One of the city’s most vocal small-property owners, who recently warned the pandemic could lead to a “catastrophic loss” for independent landlords, has parted ways with the West Village rental building that’s been in his family for nearly 100 years.
Jimmy Silber last week sold the 138-unit building at 1 Christopher Street that his family has owned since the early 1930s for $95 million, brokers on the trade told The Real Deal. The buyer is a high-net worth family office out of Europe named Carmine Limited, which owns a handful of small rental buildings in the city.
“It’s basically one family passing it off to another family that wants to own New York City multifamily long-term,” said Joe Koicim of Marcus & Millichap, who brokered the off-market deal on behalf of Silber with colleague Peter Von Der Ahe.
Silber’s grandfather built the 16-story, 102,000-square-foot mixed-use building at the corner of Christopher Street and Greenwich Avenue in 1931. It’s been in the family for three generations, and Koicim said the financial pressures of the state’s new rent-regulation law, along with rising retail and residential vacancies, motivated Silber to finally sell the property.
“It’s been more challenging for small owners to manage and deal with regulations of these buildings,” he said. Another factor in getting the sale done, Koicim added, is that Silber wanted to close the deal this year in case capital gains taxes go up next year under President-elect Joe Biden’s administration.
The sale works out to $928 per square foot and a capitalization rate of about 3.5 percent.
Carmine Limited bought the property all-cash, after representatives from the firm came over on a special visa in August to view the property. Koicim said they closed on the deal Friday, nine days after signing the contract.

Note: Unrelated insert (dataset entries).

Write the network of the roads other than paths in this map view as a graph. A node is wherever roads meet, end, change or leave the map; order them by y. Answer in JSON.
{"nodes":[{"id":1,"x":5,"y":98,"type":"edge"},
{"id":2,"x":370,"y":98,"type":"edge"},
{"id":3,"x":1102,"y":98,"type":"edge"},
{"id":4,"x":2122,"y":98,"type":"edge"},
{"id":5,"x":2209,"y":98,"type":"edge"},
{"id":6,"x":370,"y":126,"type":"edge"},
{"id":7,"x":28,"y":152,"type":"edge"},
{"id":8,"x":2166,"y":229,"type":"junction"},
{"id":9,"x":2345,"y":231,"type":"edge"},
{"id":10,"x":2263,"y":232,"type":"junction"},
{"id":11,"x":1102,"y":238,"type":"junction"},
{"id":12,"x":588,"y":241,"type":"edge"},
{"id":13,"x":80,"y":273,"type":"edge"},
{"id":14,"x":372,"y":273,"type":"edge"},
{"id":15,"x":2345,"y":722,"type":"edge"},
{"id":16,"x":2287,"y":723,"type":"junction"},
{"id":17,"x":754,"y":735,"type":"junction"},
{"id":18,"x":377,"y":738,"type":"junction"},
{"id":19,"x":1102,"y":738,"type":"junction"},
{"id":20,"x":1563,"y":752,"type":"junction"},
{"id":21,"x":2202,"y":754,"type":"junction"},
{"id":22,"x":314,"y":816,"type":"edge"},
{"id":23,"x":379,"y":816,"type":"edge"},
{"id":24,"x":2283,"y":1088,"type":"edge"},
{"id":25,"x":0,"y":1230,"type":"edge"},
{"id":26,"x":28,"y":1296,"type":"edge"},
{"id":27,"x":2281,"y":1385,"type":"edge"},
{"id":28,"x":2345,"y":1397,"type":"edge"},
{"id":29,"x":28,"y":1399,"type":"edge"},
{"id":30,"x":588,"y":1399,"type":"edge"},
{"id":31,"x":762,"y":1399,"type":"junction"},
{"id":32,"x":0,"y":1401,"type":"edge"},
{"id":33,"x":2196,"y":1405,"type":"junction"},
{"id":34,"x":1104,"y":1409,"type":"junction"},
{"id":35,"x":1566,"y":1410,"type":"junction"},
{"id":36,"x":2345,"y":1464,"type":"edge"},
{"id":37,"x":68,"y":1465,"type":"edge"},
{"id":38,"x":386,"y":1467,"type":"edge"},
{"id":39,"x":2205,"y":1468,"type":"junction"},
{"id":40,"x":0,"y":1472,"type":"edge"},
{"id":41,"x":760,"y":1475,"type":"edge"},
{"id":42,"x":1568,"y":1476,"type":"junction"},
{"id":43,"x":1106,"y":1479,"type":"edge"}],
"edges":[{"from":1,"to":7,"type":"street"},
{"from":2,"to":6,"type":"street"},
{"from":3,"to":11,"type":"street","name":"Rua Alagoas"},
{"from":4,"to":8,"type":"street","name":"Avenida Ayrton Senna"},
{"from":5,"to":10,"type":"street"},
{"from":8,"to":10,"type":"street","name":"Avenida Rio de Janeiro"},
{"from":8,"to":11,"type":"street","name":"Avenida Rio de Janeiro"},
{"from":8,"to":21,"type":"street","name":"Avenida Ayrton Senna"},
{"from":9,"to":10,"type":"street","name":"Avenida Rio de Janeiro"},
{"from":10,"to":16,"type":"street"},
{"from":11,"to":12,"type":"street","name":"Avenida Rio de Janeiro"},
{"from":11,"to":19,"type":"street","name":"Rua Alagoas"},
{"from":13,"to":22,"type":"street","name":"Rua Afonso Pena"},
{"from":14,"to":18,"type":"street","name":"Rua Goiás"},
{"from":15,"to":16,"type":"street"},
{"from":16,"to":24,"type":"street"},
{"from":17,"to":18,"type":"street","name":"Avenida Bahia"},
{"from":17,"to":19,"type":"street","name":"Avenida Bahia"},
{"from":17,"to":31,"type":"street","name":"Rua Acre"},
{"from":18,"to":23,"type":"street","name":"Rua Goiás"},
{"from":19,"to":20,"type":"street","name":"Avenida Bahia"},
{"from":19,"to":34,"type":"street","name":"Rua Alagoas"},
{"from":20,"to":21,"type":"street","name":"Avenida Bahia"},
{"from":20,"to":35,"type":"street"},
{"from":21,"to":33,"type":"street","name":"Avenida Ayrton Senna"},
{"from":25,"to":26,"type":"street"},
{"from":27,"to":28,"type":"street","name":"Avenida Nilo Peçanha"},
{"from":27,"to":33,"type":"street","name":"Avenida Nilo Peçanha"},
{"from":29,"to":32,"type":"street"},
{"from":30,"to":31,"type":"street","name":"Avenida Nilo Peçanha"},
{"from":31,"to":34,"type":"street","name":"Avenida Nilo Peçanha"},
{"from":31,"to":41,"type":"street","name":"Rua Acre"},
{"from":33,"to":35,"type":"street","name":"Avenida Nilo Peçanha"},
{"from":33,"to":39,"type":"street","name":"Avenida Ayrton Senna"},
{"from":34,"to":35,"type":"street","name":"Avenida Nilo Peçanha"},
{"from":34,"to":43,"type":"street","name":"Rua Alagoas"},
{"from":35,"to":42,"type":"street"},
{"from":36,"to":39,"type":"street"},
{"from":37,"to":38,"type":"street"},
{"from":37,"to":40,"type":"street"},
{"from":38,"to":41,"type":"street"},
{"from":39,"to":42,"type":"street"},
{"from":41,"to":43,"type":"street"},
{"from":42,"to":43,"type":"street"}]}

Glick Property Group Management, which manages Carmine’s other properties in New York, will oversee 1 Christopher Street. David Parks & Jason Glick of Glick Property advised Carmine Limited on the deal.
Silber, a member of the advocacy group Small Property Owners of New York, has long argued on behalf of independent landlords. Earlier this month, he told ABC 7 News that the city’s property tax system of basing payments on pre-pandemic income from 2018 will “lead to a catastrophic loss of small buildings in this city.”
“It has to be restructured,” he added. “Otherwise, building owners are not going to make it. They’re not going to pay their taxes, and these buildings are going to go under.”
It’s not the first time Silber has grabbed the bullhorn to advocate for small property owners, most of whom he says don’t fit the caricature of a fat cat landlord harassing tenants.
He took aim at the Rent Guidelines Board in 2014, when he penned an op-ed with fellow landlord advocate Chris Anthineos arguing that a rent freeze would be debilitating to landlords with rent-stabilized apartments.
He’s also been vocal on the new rent law the state enacted in the summer of 2019, which virtually eliminated landlords’ ability to raise rents on stabilized apartments.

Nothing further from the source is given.